Up to 32% of Dementia Cases May Be Attributable to Hearing Loss, Study Finds
In a significant new study published in JAMA Otolaryngology–Head & Neck Surgery, researchers report that nearly one in three dementia cases over an eight-year period could be attributed to hearing loss, based on data from a large, diverse cohort of older adults.
The findings suggest that addressing clinically significant hearing loss in later life may represent a powerful—and underused—tool in dementia prevention strategies.
Objective Hearing Measures Reveal Stronger Link
The study, conducted as part of the Atherosclerosis Risk in Communities Neurocognitive Study (ARIC-NCS), followed nearly 3,000 adults aged 66 to 90 who did not have dementia at the study’s outset. Participants underwent both objective (audiometric) and subjective (self-reported) hearing assessments, and their cognitive health was tracked for up to eight years.
The results showed that 32% of dementia cases could be attributed to any degree of audiometric hearing loss, with mild and moderate-or-greater hearing loss each contributing roughly half of that fraction. In contrast, self-reported hearing loss showed no association with increased dementia risk, highlighting the importance of using objective clinical assessments when evaluating hearing-related dementia risk.
The researchers noted that self-reported hearing difficulties likely underestimate clinically significant hearing loss in older adults, particularly those over 70. They explained, “Self-report substantially underestimated HL prevalence and was not associated with any dementia incidence. Future studies should prioritize objective measures of hearing over subjective measures to quantify its preventative potential on dementia risk.”
Greater Risk Identified Among Older Adults and Women
Further analysis revealed that the proportion of dementia attributable to hearing loss varied by demographic factors. Population attributable fractions (PAFs)—a metric that quantifies how much of a disease burden is linked to a given risk factor—were generally higher among participants aged 75 and older, women, and White individuals, compared to their younger, male, or Black counterparts.
These differences were largely driven by variations in the prevalence of hearing loss across groups, though the researchers cautioned that smaller subgroup sizes may limit the precision of these estimates. Despite this, the trend aligns with prior studies indicating higher rates of hearing loss among older and female populations.
Notably, among participants with moderate or greater hearing loss, only about 56% reported using hearing aids, and the protective effect of hearing aid use on dementia risk appeared modest in this cohort.

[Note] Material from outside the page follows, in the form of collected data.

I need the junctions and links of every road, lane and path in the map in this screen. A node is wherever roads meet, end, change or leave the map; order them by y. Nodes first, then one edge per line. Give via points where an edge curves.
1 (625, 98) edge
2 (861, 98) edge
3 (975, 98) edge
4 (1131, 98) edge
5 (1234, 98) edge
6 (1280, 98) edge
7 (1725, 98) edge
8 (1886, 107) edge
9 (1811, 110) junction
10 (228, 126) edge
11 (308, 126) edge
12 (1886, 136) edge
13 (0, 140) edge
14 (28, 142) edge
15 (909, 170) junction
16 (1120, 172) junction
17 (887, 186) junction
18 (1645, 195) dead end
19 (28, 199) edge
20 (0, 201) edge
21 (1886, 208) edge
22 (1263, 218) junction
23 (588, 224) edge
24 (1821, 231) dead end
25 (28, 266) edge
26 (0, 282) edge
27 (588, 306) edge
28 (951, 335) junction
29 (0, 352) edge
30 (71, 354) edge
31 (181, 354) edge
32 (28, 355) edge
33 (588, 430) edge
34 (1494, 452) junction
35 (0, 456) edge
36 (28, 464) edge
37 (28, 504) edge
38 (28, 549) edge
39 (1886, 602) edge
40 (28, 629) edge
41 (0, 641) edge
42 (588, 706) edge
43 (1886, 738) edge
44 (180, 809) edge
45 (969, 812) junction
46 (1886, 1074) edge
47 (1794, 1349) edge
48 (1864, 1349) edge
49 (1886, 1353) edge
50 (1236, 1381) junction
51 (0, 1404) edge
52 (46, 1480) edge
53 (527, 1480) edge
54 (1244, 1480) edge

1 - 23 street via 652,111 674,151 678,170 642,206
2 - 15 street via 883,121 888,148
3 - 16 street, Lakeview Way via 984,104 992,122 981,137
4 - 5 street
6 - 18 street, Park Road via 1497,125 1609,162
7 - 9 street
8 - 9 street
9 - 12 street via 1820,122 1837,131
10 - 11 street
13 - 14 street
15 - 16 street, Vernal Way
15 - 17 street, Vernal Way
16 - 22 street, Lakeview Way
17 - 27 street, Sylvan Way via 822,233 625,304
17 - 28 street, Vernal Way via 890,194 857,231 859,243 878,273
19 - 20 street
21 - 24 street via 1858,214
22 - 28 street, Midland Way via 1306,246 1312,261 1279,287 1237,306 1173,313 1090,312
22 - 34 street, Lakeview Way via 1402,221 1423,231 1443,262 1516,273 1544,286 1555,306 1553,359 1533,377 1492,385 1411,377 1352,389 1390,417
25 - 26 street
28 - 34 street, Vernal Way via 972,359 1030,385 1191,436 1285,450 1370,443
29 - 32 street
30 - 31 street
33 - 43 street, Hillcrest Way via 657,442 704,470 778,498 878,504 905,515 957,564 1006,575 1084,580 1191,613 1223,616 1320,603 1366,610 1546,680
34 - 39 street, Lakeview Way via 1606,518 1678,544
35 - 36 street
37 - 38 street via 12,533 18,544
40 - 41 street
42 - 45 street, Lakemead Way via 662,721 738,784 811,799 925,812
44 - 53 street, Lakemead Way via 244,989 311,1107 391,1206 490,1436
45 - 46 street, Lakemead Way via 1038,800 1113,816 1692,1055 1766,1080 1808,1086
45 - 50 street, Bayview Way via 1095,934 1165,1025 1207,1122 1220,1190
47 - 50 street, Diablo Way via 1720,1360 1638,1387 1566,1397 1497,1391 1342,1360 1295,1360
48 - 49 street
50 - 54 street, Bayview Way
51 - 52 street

However, the researchers pointed out that longer-term studies may be needed to fully capture the cognitive benefits of consistent hearing aid use.
A Larger Public Health Role for Hearing Care
Previous estimates of the contribution of hearing loss to dementia in the U.S. population have varied widely—from 2% to 19%—in part due to differences in how hearing loss was measured. The 32% estimate reported in this study represents one of the highest to date and underscores the importance of accurate, audiometric testing.
“This cohort study suggests that treating hearing loss might delay dementia for a large number of older adults. Public health interventions targeting clinically significant audiometric hearing loss might have broad benefits for dementia prevention.”
Their findings also reinforce the importance of late-life interventions. While midlife risk factors such as obesity, physical inactivity, and low educational attainment have long been targeted for dementia prevention, this study highlights that late-life hearing care may offer comparable—if not greater—preventative potential.
Importantly, the study builds on prior research from the ACHIEVE randomized clinical trial, which found that hearing intervention reduced cognitive decline by 48% in high-risk older adults over a three-year period. The ARIC participants in the current study, who formed part of the ACHIEVE trial’s population base, were followed for a much longer duration—up to eight years—providing a broader picture of long-term dementia risk.
A Call for Objective Screening and Broader Access
The findings carry significant implications for clinicians, researchers, and policymakers. With hearing loss affecting more than two-thirds of older adults in the U.S., the study argues for a shift toward routine objective hearing screenings as part of standard preventive care in aging populations.
At the same time, the authors noted that broader access to affordable and effective hearing interventions, including hearing aids and cochlear implants, is essential to maximizing the public health impact of these findings.
While additional research is needed to better understand subgroup variations and the potential cumulative effects of untreated hearing loss, this study strengthens the case for hearing care as a key component of healthy aging.
As the researchers concluded, “Interventions for sensory health in late life might be associated with a broad benefit for cognitive health.”
Reference
- Ishak EPopulation Attributable Fraction of Incident Dementia Associated With Hearing Loss. JAMA Otolaryngol Head Neck Surg. Published online April 17, 2025. doi:10.1001/jamaoto.2025.0192 Burg EA Pike JR, et al.